◆ **Activity**
Leave out the pictures and return every entry exactly as it appears.

####################

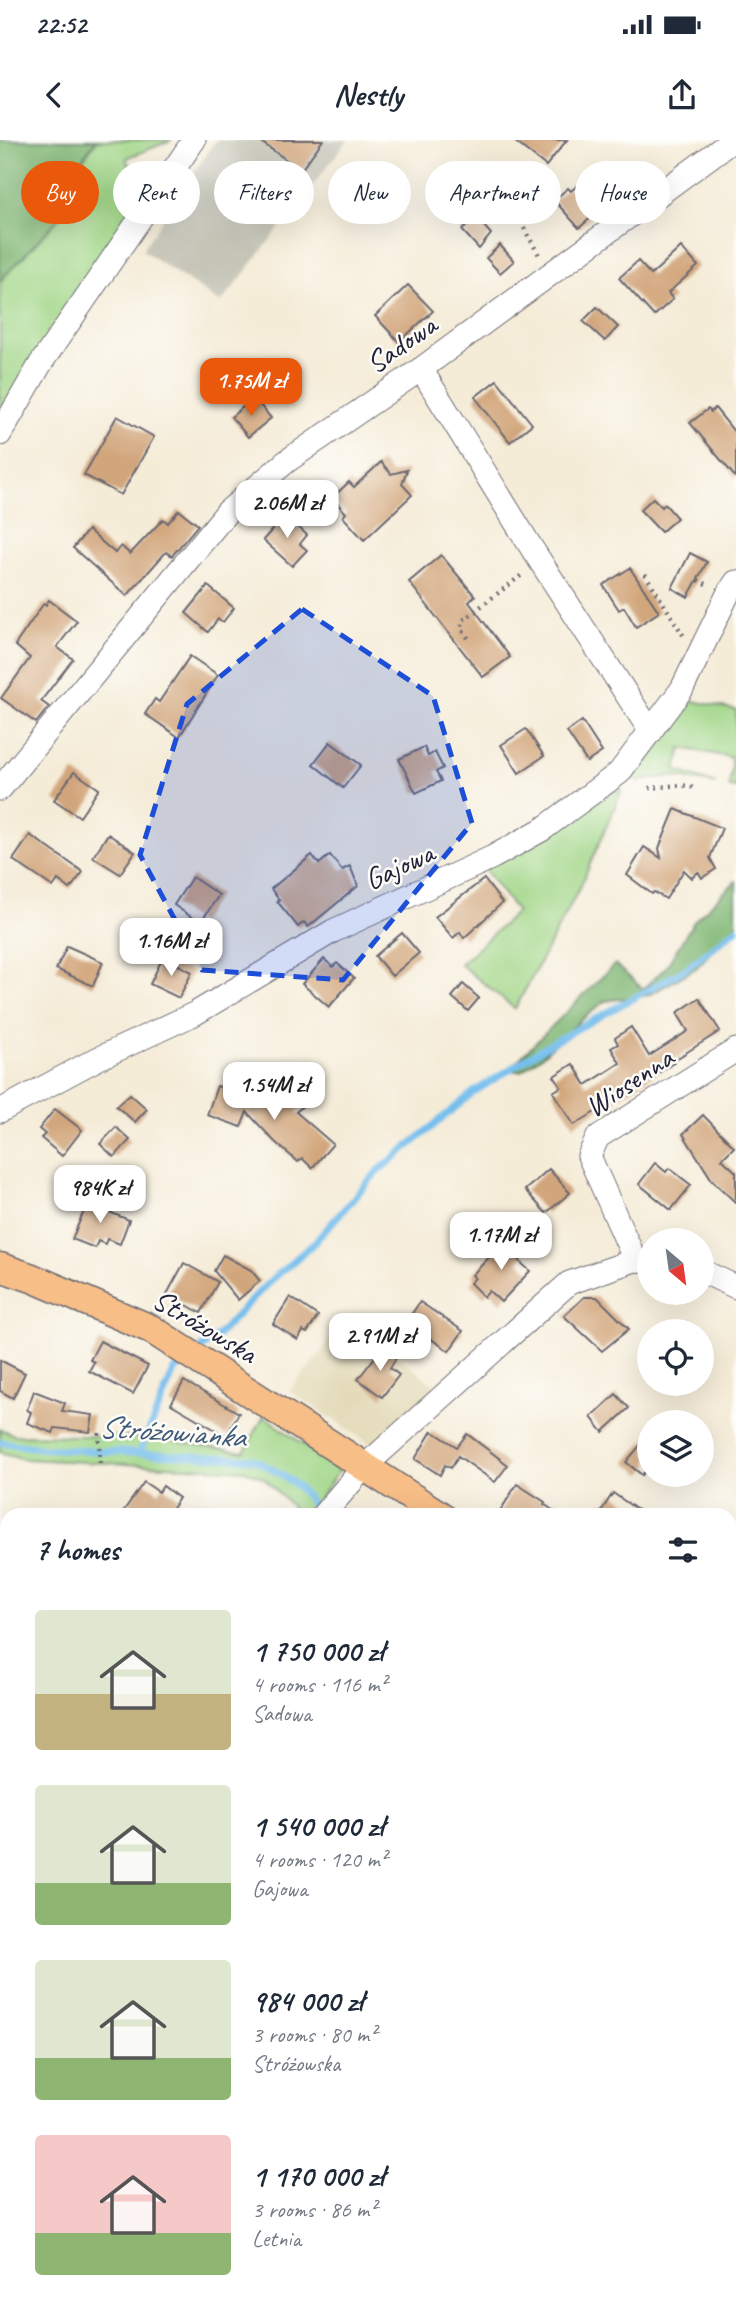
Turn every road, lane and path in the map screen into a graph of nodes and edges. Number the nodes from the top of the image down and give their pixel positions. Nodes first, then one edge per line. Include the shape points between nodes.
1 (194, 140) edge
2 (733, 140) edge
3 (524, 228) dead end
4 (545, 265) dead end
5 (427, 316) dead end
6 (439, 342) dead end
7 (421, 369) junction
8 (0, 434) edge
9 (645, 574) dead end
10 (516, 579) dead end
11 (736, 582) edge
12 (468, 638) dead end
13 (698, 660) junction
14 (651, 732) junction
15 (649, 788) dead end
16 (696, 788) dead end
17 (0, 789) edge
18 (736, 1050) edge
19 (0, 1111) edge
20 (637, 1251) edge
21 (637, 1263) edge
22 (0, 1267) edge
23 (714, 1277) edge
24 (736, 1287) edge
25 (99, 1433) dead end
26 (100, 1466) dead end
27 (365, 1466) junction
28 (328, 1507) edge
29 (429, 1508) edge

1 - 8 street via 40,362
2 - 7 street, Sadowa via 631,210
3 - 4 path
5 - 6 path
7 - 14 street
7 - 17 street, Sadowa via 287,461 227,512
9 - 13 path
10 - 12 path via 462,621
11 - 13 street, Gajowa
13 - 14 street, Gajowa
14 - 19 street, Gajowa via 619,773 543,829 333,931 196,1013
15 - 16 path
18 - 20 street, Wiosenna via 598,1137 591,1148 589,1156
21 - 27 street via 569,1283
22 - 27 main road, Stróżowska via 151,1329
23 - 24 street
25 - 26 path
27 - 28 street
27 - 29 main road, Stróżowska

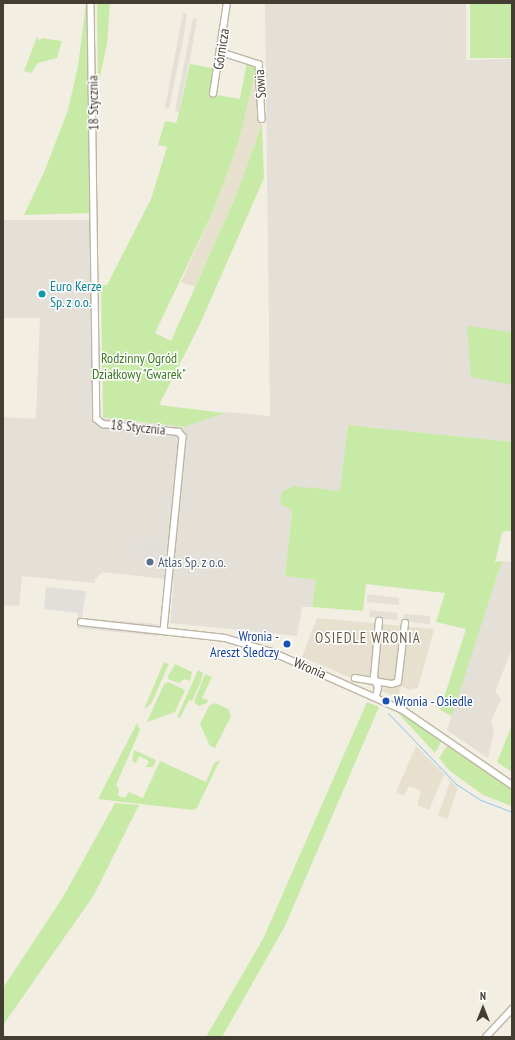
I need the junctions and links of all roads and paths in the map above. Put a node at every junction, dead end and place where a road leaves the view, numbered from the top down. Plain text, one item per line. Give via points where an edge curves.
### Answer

####################

◆ **Response to the task**
Turn every road, lane and path in the map screen into a graph of nodes and edges. Number the nodes from the top of the image down and give their pixel positions. Nodes first, then one edge per line. Include the shape points between nodes.
1 (194, 140) edge
2 (733, 140) edge
3 (524, 228) dead end
4 (545, 265) dead end
5 (427, 316) dead end
6 (439, 342) dead end
7 (421, 369) junction
8 (0, 434) edge
9 (645, 574) dead end
10 (516, 579) dead end
11 (736, 582) edge
12 (468, 638) dead end
13 (698, 660) junction
14 (651, 732) junction
15 (649, 788) dead end
16 (696, 788) dead end
17 (0, 789) edge
18 (736, 1050) edge
19 (0, 1111) edge
20 (637, 1251) edge
21 (637, 1263) edge
22 (0, 1267) edge
23 (714, 1277) edge
24 (736, 1287) edge
25 (99, 1433) dead end
26 (100, 1466) dead end
27 (365, 1466) junction
28 (328, 1507) edge
29 (429, 1508) edge

1 - 8 street via 40,362
2 - 7 street, Sadowa via 631,210
3 - 4 path
5 - 6 path
7 - 14 street
7 - 17 street, Sadowa via 287,461 227,512
9 - 13 path
10 - 12 path via 462,621
11 - 13 street, Gajowa
13 - 14 street, Gajowa
14 - 19 street, Gajowa via 619,773 543,829 333,931 196,1013
15 - 16 path
18 - 20 street, Wiosenna via 598,1137 591,1148 589,1156
21 - 27 street via 569,1283
22 - 27 main road, Stróżowska via 151,1329
23 - 24 street
25 - 26 path
27 - 28 street
27 - 29 main road, Stróżowska

I need the junctions and links of all roads and paths in the map above. Put a node at every junction, dead end and place where a road leaves the view, numbered from the top down. Plain text, one item per line. Give via points where an edge curves.
### Answer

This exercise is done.